##### EXERCISE INPUT

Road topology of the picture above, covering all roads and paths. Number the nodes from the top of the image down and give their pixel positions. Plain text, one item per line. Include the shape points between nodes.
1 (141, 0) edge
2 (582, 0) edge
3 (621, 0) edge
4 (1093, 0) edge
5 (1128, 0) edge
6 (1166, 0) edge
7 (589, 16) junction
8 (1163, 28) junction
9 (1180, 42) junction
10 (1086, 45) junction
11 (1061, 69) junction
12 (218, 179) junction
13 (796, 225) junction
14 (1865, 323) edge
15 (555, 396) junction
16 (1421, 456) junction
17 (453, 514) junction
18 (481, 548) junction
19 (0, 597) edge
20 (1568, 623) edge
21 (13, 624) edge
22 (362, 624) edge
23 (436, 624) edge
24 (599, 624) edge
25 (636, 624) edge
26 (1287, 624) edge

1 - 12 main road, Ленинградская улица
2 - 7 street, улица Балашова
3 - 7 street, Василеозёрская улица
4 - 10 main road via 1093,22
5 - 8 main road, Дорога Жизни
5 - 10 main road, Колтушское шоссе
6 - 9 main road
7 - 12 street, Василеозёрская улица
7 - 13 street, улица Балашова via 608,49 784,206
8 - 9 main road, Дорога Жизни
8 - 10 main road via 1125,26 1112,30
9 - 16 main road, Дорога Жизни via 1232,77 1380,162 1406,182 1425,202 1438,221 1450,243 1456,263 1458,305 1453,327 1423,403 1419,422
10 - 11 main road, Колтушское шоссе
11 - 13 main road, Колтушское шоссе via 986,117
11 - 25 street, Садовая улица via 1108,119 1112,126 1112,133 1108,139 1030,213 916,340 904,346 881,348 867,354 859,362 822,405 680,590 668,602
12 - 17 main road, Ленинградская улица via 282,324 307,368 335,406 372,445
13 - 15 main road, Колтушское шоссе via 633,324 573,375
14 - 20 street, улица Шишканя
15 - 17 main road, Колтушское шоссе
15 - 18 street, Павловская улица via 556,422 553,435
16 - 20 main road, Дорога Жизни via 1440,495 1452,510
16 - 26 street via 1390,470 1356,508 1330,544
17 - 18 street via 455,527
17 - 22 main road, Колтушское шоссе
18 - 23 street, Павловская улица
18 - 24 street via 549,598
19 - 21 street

##########

TASK>
The whole of the data must be given again, exactly as shown.

EXERCISE OUTPUT>
Road topology of the picture above, covering all roads and paths. Number the nodes from the top of the image down and give their pixel positions. Plain text, one item per line. Include the shape points between nodes.
1 (141, 0) edge
2 (582, 0) edge
3 (621, 0) edge
4 (1093, 0) edge
5 (1128, 0) edge
6 (1166, 0) edge
7 (589, 16) junction
8 (1163, 28) junction
9 (1180, 42) junction
10 (1086, 45) junction
11 (1061, 69) junction
12 (218, 179) junction
13 (796, 225) junction
14 (1865, 323) edge
15 (555, 396) junction
16 (1421, 456) junction
17 (453, 514) junction
18 (481, 548) junction
19 (0, 597) edge
20 (1568, 623) edge
21 (13, 624) edge
22 (362, 624) edge
23 (436, 624) edge
24 (599, 624) edge
25 (636, 624) edge
26 (1287, 624) edge

1 - 12 main road, Ленинградская улица
2 - 7 street, улица Балашова
3 - 7 street, Василеозёрская улица
4 - 10 main road via 1093,22
5 - 8 main road, Дорога Жизни
5 - 10 main road, Колтушское шоссе
6 - 9 main road
7 - 12 street, Василеозёрская улица
7 - 13 street, улица Балашова via 608,49 784,206
8 - 9 main road, Дорога Жизни
8 - 10 main road via 1125,26 1112,30
9 - 16 main road, Дорога Жизни via 1232,77 1380,162 1406,182 1425,202 1438,221 1450,243 1456,263 1458,305 1453,327 1423,403 1419,422
10 - 11 main road, Колтушское шоссе
11 - 13 main road, Колтушское шоссе via 986,117
11 - 25 street, Садовая улица via 1108,119 1112,126 1112,133 1108,139 1030,213 916,340 904,346 881,348 867,354 859,362 822,405 680,590 668,602
12 - 17 main road, Ленинградская улица via 282,324 307,368 335,406 372,445
13 - 15 main road, Колтушское шоссе via 633,324 573,375
14 - 20 street, улица Шишканя
15 - 17 main road, Колтушское шоссе
15 - 18 street, Павловская улица via 556,422 553,435
16 - 20 main road, Дорога Жизни via 1440,495 1452,510
16 - 26 street via 1390,470 1356,508 1330,544
17 - 18 street via 455,527
17 - 22 main road, Колтушское шоссе
18 - 23 street, Павловская улица
18 - 24 street via 549,598
19 - 21 street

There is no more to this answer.